* _TO DO_
From the data below, copy exactly the lines that lie between the one holding "pinky pip: (125, 23)" and the one holding "index dip: (1155, 823)", including both, and nothing more.

___ DATA EXTRACT ___

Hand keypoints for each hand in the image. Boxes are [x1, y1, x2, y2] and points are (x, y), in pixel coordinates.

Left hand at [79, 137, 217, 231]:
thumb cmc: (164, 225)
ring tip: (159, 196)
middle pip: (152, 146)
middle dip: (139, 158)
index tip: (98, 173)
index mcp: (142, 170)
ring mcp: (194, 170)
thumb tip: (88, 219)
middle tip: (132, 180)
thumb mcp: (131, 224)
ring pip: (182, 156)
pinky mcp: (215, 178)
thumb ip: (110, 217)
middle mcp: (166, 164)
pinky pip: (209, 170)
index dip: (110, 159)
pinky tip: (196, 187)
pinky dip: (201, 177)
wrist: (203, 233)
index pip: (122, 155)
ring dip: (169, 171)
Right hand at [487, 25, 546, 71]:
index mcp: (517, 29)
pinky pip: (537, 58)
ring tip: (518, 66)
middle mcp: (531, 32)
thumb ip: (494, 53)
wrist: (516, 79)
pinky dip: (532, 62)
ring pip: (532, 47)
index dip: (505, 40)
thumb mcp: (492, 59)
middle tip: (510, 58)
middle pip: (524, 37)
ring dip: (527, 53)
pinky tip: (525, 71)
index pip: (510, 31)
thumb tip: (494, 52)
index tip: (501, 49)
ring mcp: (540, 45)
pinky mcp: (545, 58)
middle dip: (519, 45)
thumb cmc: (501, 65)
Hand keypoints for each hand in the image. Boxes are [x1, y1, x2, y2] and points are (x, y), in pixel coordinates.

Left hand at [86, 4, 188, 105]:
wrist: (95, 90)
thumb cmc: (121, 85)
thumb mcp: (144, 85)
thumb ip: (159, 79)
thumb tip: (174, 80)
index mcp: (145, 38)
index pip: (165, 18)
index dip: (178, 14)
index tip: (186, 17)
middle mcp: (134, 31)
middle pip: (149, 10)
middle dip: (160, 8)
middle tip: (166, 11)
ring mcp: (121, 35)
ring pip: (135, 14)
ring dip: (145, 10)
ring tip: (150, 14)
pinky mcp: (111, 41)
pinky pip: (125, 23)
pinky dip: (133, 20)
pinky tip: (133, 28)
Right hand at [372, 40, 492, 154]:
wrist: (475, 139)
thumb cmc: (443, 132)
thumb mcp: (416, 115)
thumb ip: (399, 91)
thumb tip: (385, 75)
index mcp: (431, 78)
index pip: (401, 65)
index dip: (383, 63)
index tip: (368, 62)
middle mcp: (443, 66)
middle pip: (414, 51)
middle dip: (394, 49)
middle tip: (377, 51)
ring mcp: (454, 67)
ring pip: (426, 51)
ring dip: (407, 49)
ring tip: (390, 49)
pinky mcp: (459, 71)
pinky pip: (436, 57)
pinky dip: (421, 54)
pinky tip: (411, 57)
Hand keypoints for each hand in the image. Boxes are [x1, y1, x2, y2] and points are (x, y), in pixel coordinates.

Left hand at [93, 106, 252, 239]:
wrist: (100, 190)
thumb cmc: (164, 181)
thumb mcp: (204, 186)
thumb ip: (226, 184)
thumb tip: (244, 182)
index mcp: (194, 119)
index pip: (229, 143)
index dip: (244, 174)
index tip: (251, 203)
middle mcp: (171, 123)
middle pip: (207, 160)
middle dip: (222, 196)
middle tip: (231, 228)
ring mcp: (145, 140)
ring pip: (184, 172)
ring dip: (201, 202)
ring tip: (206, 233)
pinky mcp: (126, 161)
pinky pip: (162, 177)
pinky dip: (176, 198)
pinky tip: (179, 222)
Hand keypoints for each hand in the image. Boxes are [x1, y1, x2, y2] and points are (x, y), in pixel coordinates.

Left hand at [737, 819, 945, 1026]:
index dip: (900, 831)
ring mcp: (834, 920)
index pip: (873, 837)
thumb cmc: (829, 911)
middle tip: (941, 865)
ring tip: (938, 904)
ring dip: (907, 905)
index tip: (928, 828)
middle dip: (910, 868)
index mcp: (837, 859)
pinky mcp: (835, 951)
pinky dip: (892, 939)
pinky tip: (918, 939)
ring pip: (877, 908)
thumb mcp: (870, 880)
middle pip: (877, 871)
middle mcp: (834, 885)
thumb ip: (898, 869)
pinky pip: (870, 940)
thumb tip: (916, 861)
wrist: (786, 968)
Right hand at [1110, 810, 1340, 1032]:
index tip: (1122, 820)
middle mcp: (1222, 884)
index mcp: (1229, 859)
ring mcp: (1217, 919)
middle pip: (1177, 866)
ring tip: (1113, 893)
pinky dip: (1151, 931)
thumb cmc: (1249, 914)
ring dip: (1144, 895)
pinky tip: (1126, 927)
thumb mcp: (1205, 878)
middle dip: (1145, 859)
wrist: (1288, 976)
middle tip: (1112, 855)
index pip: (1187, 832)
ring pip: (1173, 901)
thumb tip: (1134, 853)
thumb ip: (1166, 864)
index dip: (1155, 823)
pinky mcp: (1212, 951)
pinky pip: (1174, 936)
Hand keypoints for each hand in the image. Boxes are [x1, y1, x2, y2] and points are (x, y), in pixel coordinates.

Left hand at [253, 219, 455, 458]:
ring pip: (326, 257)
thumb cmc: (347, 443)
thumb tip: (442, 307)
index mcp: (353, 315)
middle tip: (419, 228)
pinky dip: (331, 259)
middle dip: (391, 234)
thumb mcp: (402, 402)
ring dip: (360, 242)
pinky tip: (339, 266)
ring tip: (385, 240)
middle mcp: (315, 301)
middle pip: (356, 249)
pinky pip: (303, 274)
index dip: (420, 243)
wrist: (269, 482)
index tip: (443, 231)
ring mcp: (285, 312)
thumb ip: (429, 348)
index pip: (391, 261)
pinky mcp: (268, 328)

___

* _TASK SOLUTION_
pinky pip: (125, 23)
pinky dip: (133, 20)
pinky tip: (133, 28)
Right hand at [372, 40, 492, 154]:
wrist: (475, 139)
thumb cmc: (443, 132)
thumb mcp: (416, 115)
thumb ip: (399, 91)
thumb tip: (385, 75)
index mcp: (431, 78)
index pip: (401, 65)
index dip: (383, 63)
index tip: (368, 62)
middle mcp: (443, 66)
middle pip: (414, 51)
middle dip: (394, 49)
middle tip: (377, 51)
ring mcp: (454, 67)
ring pip: (426, 51)
ring dip: (407, 49)
ring tip: (390, 49)
pinky mcp: (459, 71)
pinky pip: (436, 57)
pinky dip: (421, 54)
pinky tip: (411, 57)
Hand keypoints for each hand in the image. Boxes are [x1, y1, x2, y2] and points are (x, y), in pixel coordinates.

Left hand at [93, 106, 252, 239]:
wrist: (100, 190)
thumb cmc: (164, 181)
thumb mcp: (204, 186)
thumb ip: (226, 184)
thumb tip: (244, 182)
index mcp: (194, 119)
index pip: (229, 143)
index dip: (244, 174)
index tip: (251, 203)
middle mcp: (171, 123)
middle pip: (207, 160)
middle dip: (222, 196)
middle tip: (231, 228)
ring mcp: (145, 140)
ring pip: (184, 172)
ring dip: (201, 202)
ring tip: (206, 233)
pinky mcp: (126, 161)
pinky pip: (162, 177)
pinky dip: (176, 198)
pinky tip: (179, 222)
Hand keypoints for each hand in the image. Boxes are [x1, y1, x2, y2] and points are (x, y), in pixel coordinates.

Left hand at [737, 819, 945, 1026]:
index dip: (900, 831)
ring mcp: (834, 920)
index pip: (873, 837)
thumb cmc: (829, 911)
middle tip: (941, 865)
ring tip: (938, 904)
ring dip: (907, 905)
index tip: (928, 828)
middle dip: (910, 868)
index mcp: (837, 859)
pinky mcp: (835, 951)
pinky dip: (892, 939)
pinky tip: (918, 939)
ring pip: (877, 908)
thumb mcp: (870, 880)
middle pip: (877, 871)
middle mcp: (834, 885)
thumb ip: (898, 869)
pinky pip: (870, 940)
thumb tip: (916, 861)
wrist: (786, 968)
Right hand at [1110, 810, 1340, 1032]:
index tip: (1122, 820)
middle mcp: (1222, 884)
index mcp: (1229, 859)
ring mcp: (1217, 919)
middle pip: (1177, 866)
ring tip: (1113, 893)
pinky dip: (1151, 931)
thumb cmc: (1249, 914)
ring dip: (1144, 895)
pinky tip: (1126, 927)
thumb mcp: (1205, 878)
middle dip: (1145, 859)
wrist: (1288, 976)
middle tip: (1112, 855)
index pip: (1187, 832)
ring pip: (1173, 901)
thumb tip: (1134, 853)
thumb ip: (1166, 864)
index dip: (1155, 823)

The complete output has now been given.